There are a few tweaks that could be effective. Assuming the secret data is identified, it can be specifically coded so that it's coded as part of a literal -- not replaced by a copy instruction, and not used as reference data for any future copy instructions.

This could still leak some data, since a secret with more common letters might be Huffman coded to a shorter bitstring and detected. Luckily, DEFLATE has a way to indicate a "raw" block, which is just the literal data: 8 bytes of secret data would always take 8 + 5 (block header length) bytes to encode, and wouldn't be referenced by any future copy instructions.

How should a web app indicate to potential upstream compressors that some portion of its output is secret? A special HTML tag? A new HTTP Secret-Ranges header?

AnIrishDuck · on Aug 2, 2013

Sure, you can manually isolate secret information from attacker information. That wasn't really what I was looking for.

I was referring to a general compression scheme that could be applied pre-encryption and not leak info when combined with partial plaintext oracle attacks. I don't think such a thing is possible, but it would be awesome if some really smart researchers could prove me wrong.

Scaevolus · on Aug 3, 2013

Most compressors are adaptive: they adjust their state depending on previous inputs. A static compressor wouldn't leak anything-- for HTML, it might have preset dictionaries for common tags and attributes (instead of <div>, output a single token), and have a static Huffman encoding tuned to "average" HTML pages. The compression wouldn't be nearly as good as DEFLATE since it has to compress each chunk in isolation, but it would still beat plaintext.

agl · on Aug 1, 2013

It's certainly possible: https://www.imperialviolet.org/2012/09/21/crime.html

api · on Aug 1, 2013

My thought exactly: Is it now very dangerous to combine compression with encryption? Is there a general mitigation strategy or are the two mutually exclusive?

IvyMike · on Aug 3, 2013

If we had fixed-ration compression, the attack would be impossible.

You could attempt to simulate that: after compression, add random padding so that it looks like a fixed 2:1 compression ratio.

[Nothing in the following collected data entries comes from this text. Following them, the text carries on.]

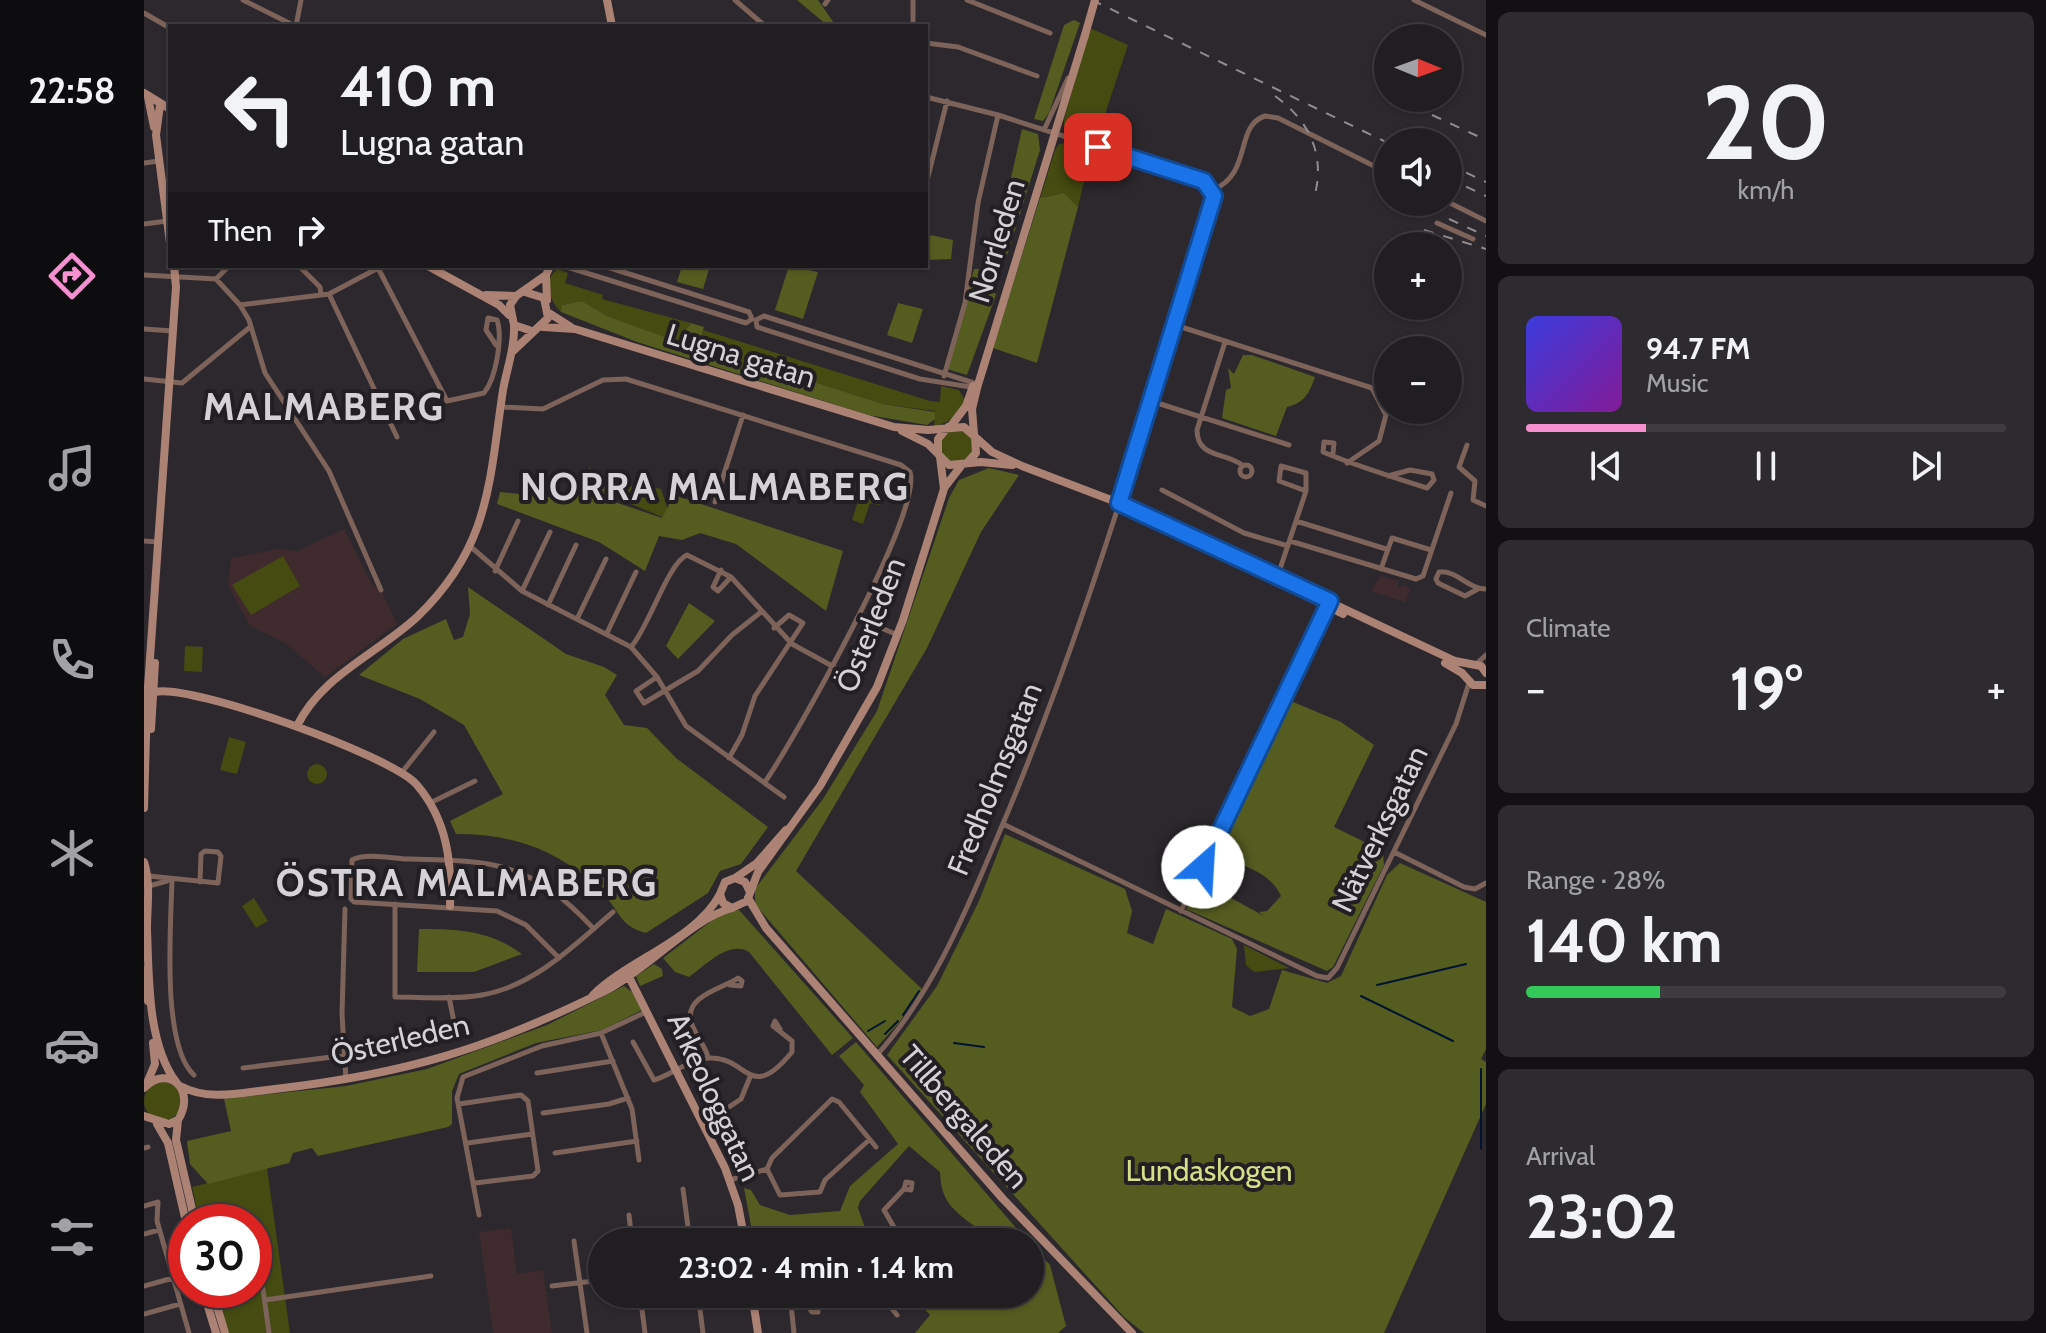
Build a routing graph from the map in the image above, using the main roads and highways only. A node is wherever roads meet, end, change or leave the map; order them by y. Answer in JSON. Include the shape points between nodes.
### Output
{"nodes":[{"id":1,"x":607,"y":0,"type":"edge"},
{"id":2,"x":1095,"y":0,"type":"edge"},
{"id":3,"x":612,"y":24,"type":"edge"},
{"id":4,"x":1076,"y":62,"type":"junction"},
{"id":5,"x":146,"y":95,"type":"edge"},
{"id":6,"x":160,"y":105,"type":"junction"},
{"id":7,"x":168,"y":108,"type":"edge"},
{"id":8,"x":1056,"y":134,"type":"junction"},
{"id":9,"x":156,"y":135,"type":"junction"},
{"id":10,"x":166,"y":191,"type":"edge"},
{"id":11,"x":168,"y":217,"type":"edge"},
{"id":12,"x":174,"y":268,"type":"edge"},
{"id":13,"x":432,"y":268,"type":"edge"},
{"id":14,"x":548,"y":271,"type":"edge"},
{"id":15,"x":525,"y":292,"type":"junction"},
{"id":16,"x":481,"y":295,"type":"junction"},
{"id":17,"x":516,"y":296,"type":"junction"},
{"id":18,"x":547,"y":302,"type":"junction"},
{"id":19,"x":549,"y":313,"type":"junction"},
{"id":20,"x":509,"y":315,"type":"junction"},
{"id":21,"x":514,"y":325,"type":"junction"},
{"id":22,"x":543,"y":327,"type":"junction"},
{"id":23,"x":575,"y":329,"type":"junction"},
{"id":24,"x":533,"y":331,"type":"junction"},
{"id":25,"x":512,"y":352,"type":"junction"},
{"id":26,"x":974,"y":387,"type":"junction"},
{"id":27,"x":894,"y":427,"type":"junction"},
{"id":28,"x":950,"y":427,"type":"junction"},
{"id":29,"x":974,"y":435,"type":"junction"},
{"id":30,"x":939,"y":456,"type":"junction"},
{"id":31,"x":962,"y":465,"type":"junction"},
{"id":32,"x":1022,"y":466,"type":"junction"},
{"id":33,"x":944,"y":489,"type":"junction"},
{"id":34,"x":1329,"y":604,"type":"junction"},
{"id":35,"x":1473,"y":666,"type":"junction"},
{"id":36,"x":1480,"y":679,"type":"edge"},
{"id":37,"x":149,"y":691,"type":"edge"},
{"id":38,"x":297,"y":726,"type":"junction"},
{"id":39,"x":144,"y":808,"type":"edge"},
{"id":40,"x":802,"y":811,"type":"junction"},
{"id":41,"x":144,"y":862,"type":"edge"},
{"id":42,"x":735,"y":878,"type":"junction"},
{"id":43,"x":147,"y":882,"type":"edge"},
{"id":44,"x":720,"y":894,"type":"junction"},
{"id":45,"x":749,"y":894,"type":"junction"},
{"id":46,"x":450,"y":906,"type":"road end"},
{"id":47,"x":734,"y":908,"type":"junction"},
{"id":48,"x":766,"y":928,"type":"junction"},
{"id":49,"x":144,"y":970,"type":"edge"},
{"id":50,"x":628,"y":974,"type":"junction"},
{"id":51,"x":178,"y":1084,"type":"junction"},
{"id":52,"x":145,"y":1086,"type":"edge"},
{"id":53,"x":210,"y":1096,"type":"junction"},
{"id":54,"x":145,"y":1116,"type":"edge"},
{"id":55,"x":180,"y":1117,"type":"junction"},
{"id":56,"x":156,"y":1122,"type":"junction"},
{"id":57,"x":182,"y":1204,"type":"edge"},
{"id":58,"x":191,"y":1204,"type":"edge"},
{"id":59,"x":742,"y":1228,"type":"edge"},
{"id":60,"x":208,"y":1308,"type":"edge"},
{"id":61,"x":217,"y":1308,"type":"edge"},
{"id":62,"x":754,"y":1308,"type":"edge"},
{"id":63,"x":216,"y":1333,"type":"edge"},
{"id":64,"x":225,"y":1333,"type":"edge"},
{"id":65,"x":758,"y":1333,"type":"edge"},
{"id":66,"x":1132,"y":1333,"type":"edge"}],
"edges":[{"from":1,"to":3,"type":"main road"},
{"from":2,"to":4,"type":"main road","name":"Norrleden","bridge":true},
{"from":4,"to":8,"type":"main road","name":"Norrleden"},
{"from":4,"to":8,"type":"main road","name":"Norrleden"},
{"from":5,"to":6,"type":"main road"},
{"from":5,"to":9,"type":"main road"},
{"from":6,"to":7,"type":"main road"},
{"from":6,"to":9,"type":"main road"},
{"from":8,"to":26,"type":"main road","name":"Norrleden"},
{"from":8,"to":26,"type":"main road","name":"Norrleden"},
{"from":9,"to":10,"type":"main road"},
{"from":10,"to":11,"type":"main road"},
{"from":12,"to":37,"type":"main road"},
{"from":13,"to":16,"type":"main road"},
{"from":14,"to":15,"type":"main road"},
{"from":14,"to":18,"type":"main road"},
{"from":15,"to":17,"type":"main road"},
{"from":15,"to":18,"type":"main road","via":[[536,292]]},
{"from":16,"to":17,"type":"main road"},
{"from":16,"to":20,"type":"main road"},
{"from":17,"to":20,"type":"main road"},
{"from":18,"to":19,"type":"main road"},
{"from":19,"to":22,"type":"main road"},
{"from":19,"to":23,"type":"main road","name":"Lugna gatan"},
{"from":20,"to":21,"type":"main road"},
{"from":21,"to":24,"type":"main road"},
{"from":21,"to":25,"type":"main road"},
{"from":22,"to":23,"type":"main road","name":"Lugna gatan"},
{"from":22,"to":24,"type":"main road"},
{"from":23,"to":27,"type":"main road","name":"Lugna gatan"},
{"from":24,"to":25,"type":"main road"},
{"from":25,"to":38,"type":"main road","via":[[491,487],[471,547],[416,617],[332,681]]},
{"from":26,"to":28,"type":"main road","name":"Norrleden"},
{"from":26,"to":29,"type":"main road","name":"Norrleden"},
{"from":27,"to":28,"type":"main road","name":"Lugna gatan"},
{"from":27,"to":30,"type":"main road","name":"Lugna gatan"},
{"from":28,"to":29,"type":"main road","via":[[964,427]]},
{"from":28,"to":30,"type":"main road","via":[[938,439]]},
{"from":29,"to":31,"type":"main road","via":[[976,453]]},
{"from":29,"to":32,"type":"main road","via":[[992,452]]},
{"from":30,"to":31,"type":"main road","via":[[949,465]]},
{"from":30,"to":33,"type":"main road","name":"Österleden"},
{"from":31,"to":32,"type":"main road"},
{"from":31,"to":33,"type":"main road","name":"Österleden"},
{"from":32,"to":34,"type":"main road","via":[[1119,503]]},
{"from":33,"to":40,"type":"main road","name":"Österleden","via":[[898,635],[862,717]]},
{"from":34,"to":35,"type":"main road"},
{"from":34,"to":36,"type":"main road"},
{"from":35,"to":36,"type":"main road"},
{"from":35,"to":36,"type":"main road"},
{"from":37,"to":38,"type":"main road","via":[[233,706]]},
{"from":37,"to":39,"type":"main road"},
{"from":38,"to":46,"type":"main road","via":[[403,771],[430,803],[451,861]]},
{"from":40,"to":42,"type":"main road","name":"Österleden","via":[[757,863]]},
{"from":40,"to":45,"type":"main road","name":"Österleden"},
{"from":41,"to":43,"type":"main road"},
{"from":42,"to":44,"type":"main road","via":[[725,882]]},
{"from":42,"to":45,"type":"main road","via":[[745,882]]},
{"from":43,"to":51,"type":"main road","via":[[160,1050]]},
{"from":44,"to":47,"type":"main road","via":[[723,903]]},
{"from":44,"to":50,"type":"main road","name":"Österleden"},
{"from":45,"to":47,"type":"main road"},
{"from":45,"to":48,"type":"main road","name":"Tillbergaleden"},
{"from":47,"to":48,"type":"main road","name":"Tillbergaleden"},
{"from":47,"to":50,"type":"main road","name":"Österleden","via":[[708,919]]},
{"from":48,"to":66,"type":"main road","name":"Tillbergaleden","via":[[1041,1240]]},
{"from":49,"to":52,"type":"main road","via":[[155,1055]]},
{"from":50,"to":53,"type":"main road","name":"Österleden","via":[[544,1021],[468,1051],[346,1080]]},
{"from":50,"to":59,"type":"main road","name":"Arkeologgatan","via":[[730,1180]]},
{"from":51,"to":52,"type":"main road","via":[[159,1078]]},
{"from":51,"to":53,"type":"main road","name":"Österleden"},
{"from":51,"to":55,"type":"main road","via":[[186,1097]]},
{"from":53,"to":55,"type":"main road","name":"Österleden"},
{"from":54,"to":56,"type":"main road"},
{"from":55,"to":56,"type":"main road","via":[[162,1125]]},
{"from":55,"to":58,"type":"main road","via":[[176,1140]]},
{"from":56,"to":57,"type":"main road","via":[[168,1143]]},
{"from":60,"to":63,"type":"main road"},
{"from":61,"to":64,"type":"main road"},
{"from":62,"to":65,"type":"main road"}]}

This is wasteful if the data compressed better than 2:1. And if the data doesn't compress as well as 2:1, I'm not sure what you would do. (Maybe do no compression. But now you've leaked a tiny bit of info...)

snowwrestler · on Aug 2, 2013

Seems to me that if a compression scheme simply introduced a random size adjustment with each compression, it could defeat the subtle size measurements necessary for this attack to work. Might not even have to be very large random adjustments.